Atualmente, Cauly contabiliza apenas 13 partidas cumprindo essa condição, e o São Paulo tem no máximo 25 jogos restantes no calendário. No entanto, ainda existe a chance de o clube acionar a cláusula de compra, que requer que o jogador atue em 20 partidas, acumulando 45 minutos em campo. Com sete jogos faltando para atingir essa meta, os próximos desafios serão cruciais para a definição do futuro do atleta.
A última aparição de Cauly foi em 16 de maio, na derrota para o Fluminense, e desde então ele se recuperou de uma lesão no adutor. Após a pausa para a Copa do Mundo, não foi utilizado por Dorival Júnior, apesar de ter participado de um jogo-treino recentemente, onde foi titular na vitória por 4 a 0 sobre o Ituano. Este jogo teve o objetivo de dar ritmo aos jogadores menos utilizados no elenco.
O acordo de empréstimo do atleta com o São Paulo foi estruturado de forma a não comprometer significantemente os recursos financeiros do clube. A transação incluiu um desconto de 500 mil euros sobre o pagamento que o Bahia deveria fazer pela aquisição de outros jogadores, oferecendo ao São Paulo uma alternativa vantajosa nas suas finanças.

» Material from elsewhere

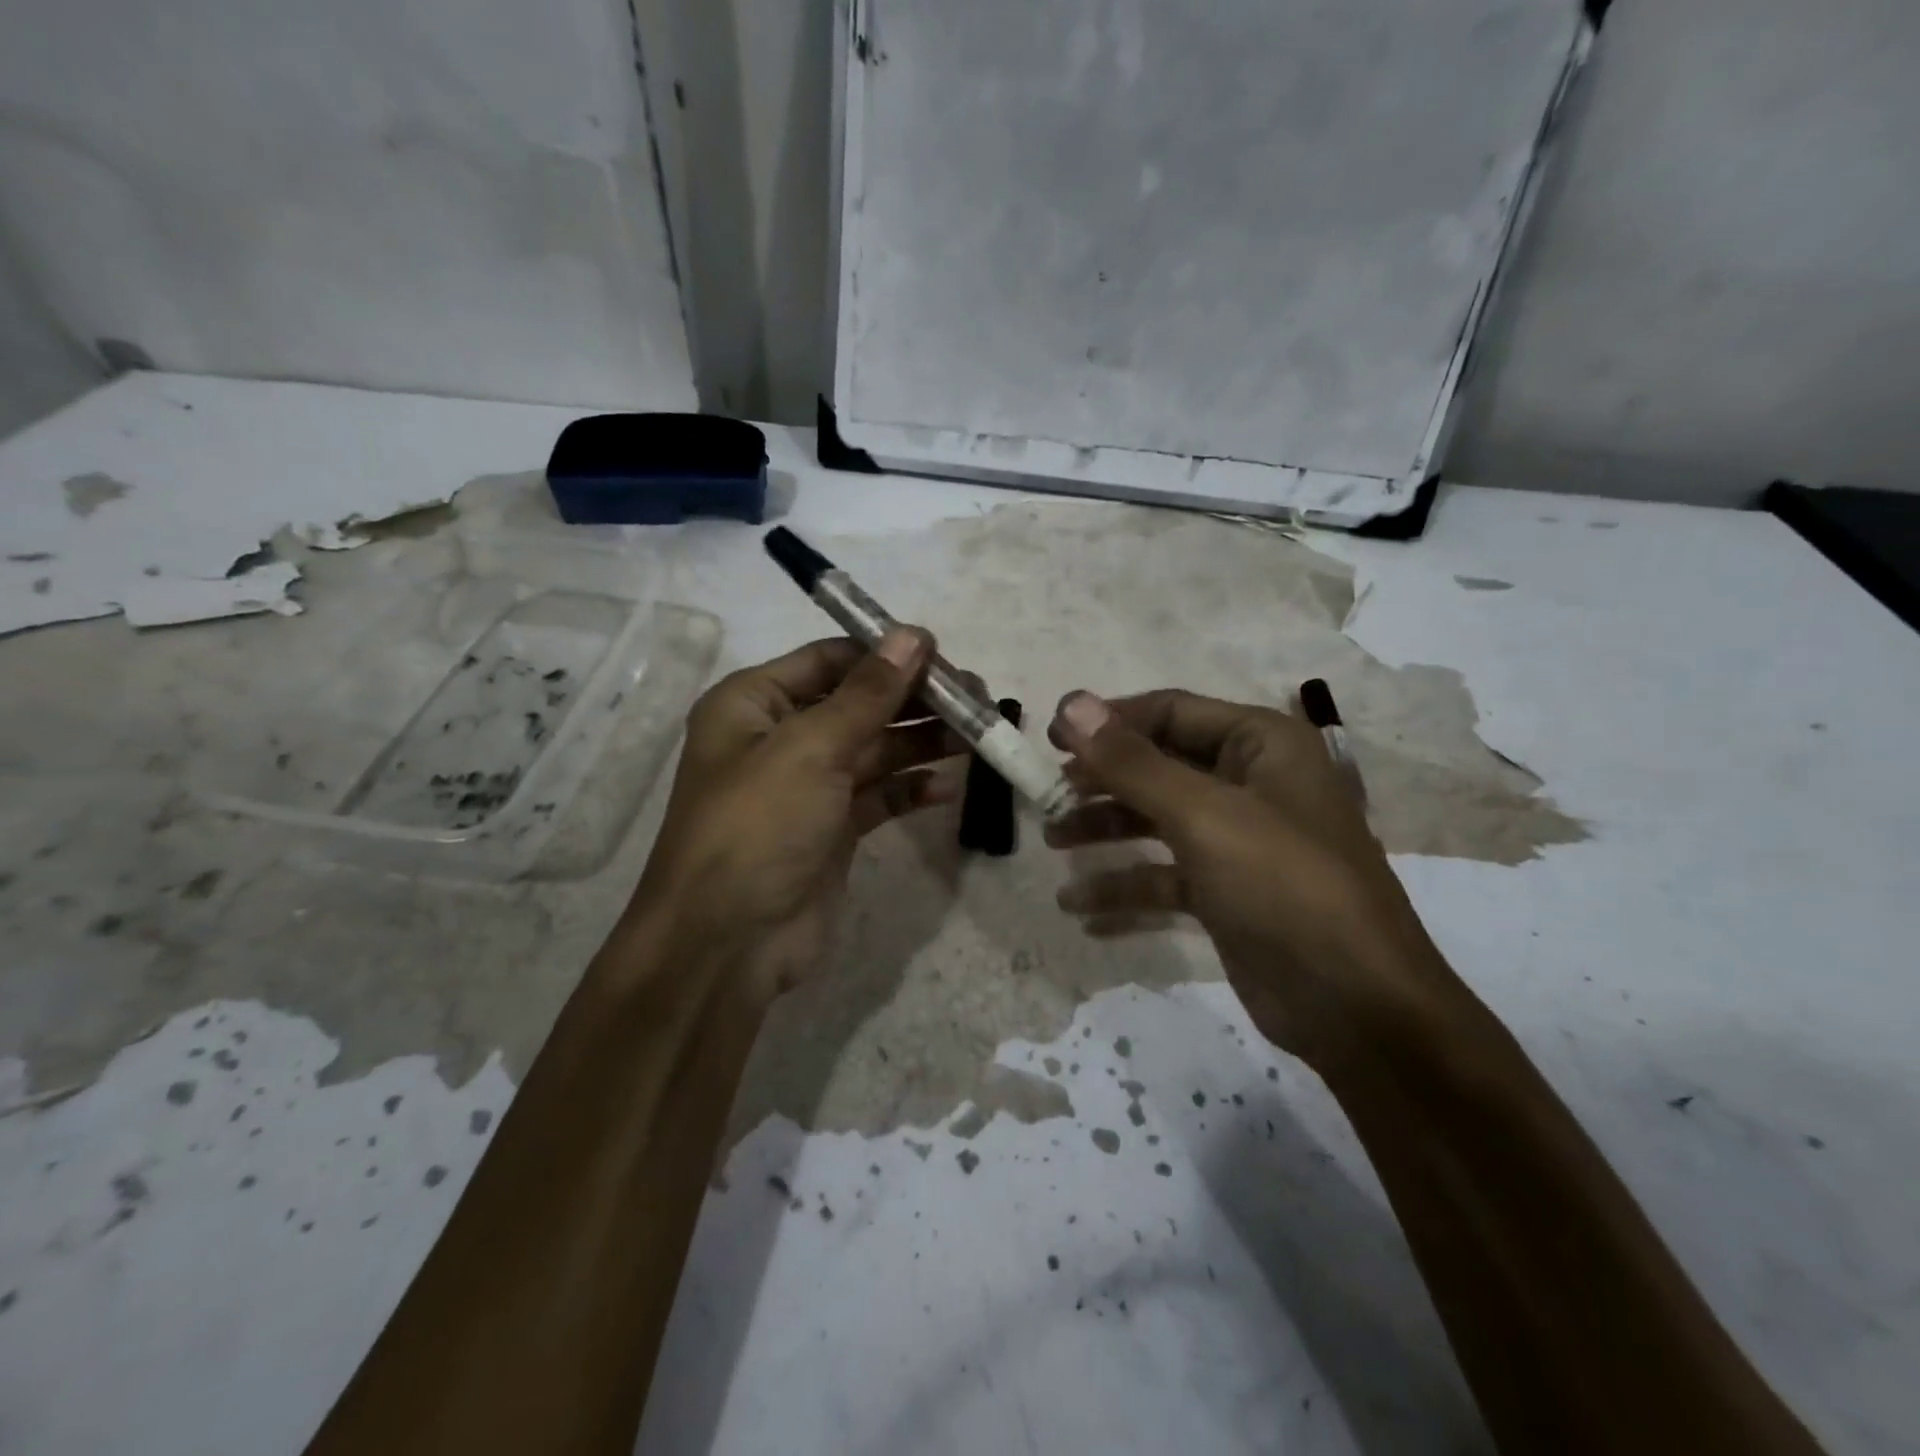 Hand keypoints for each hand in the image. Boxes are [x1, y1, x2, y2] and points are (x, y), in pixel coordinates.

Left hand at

Com um vínculo até o fim do ano e um total de 20 atuações e um gol marcados até o momento, a participação de Cauly nos duelos restantes será monitorada de perto. O cenário atual revela a necessidade de uma gestão cuidadosa do elenco, considerando tanto as questões táticas quanto as compromissos financeiros que se desdobram ao longo da temporada.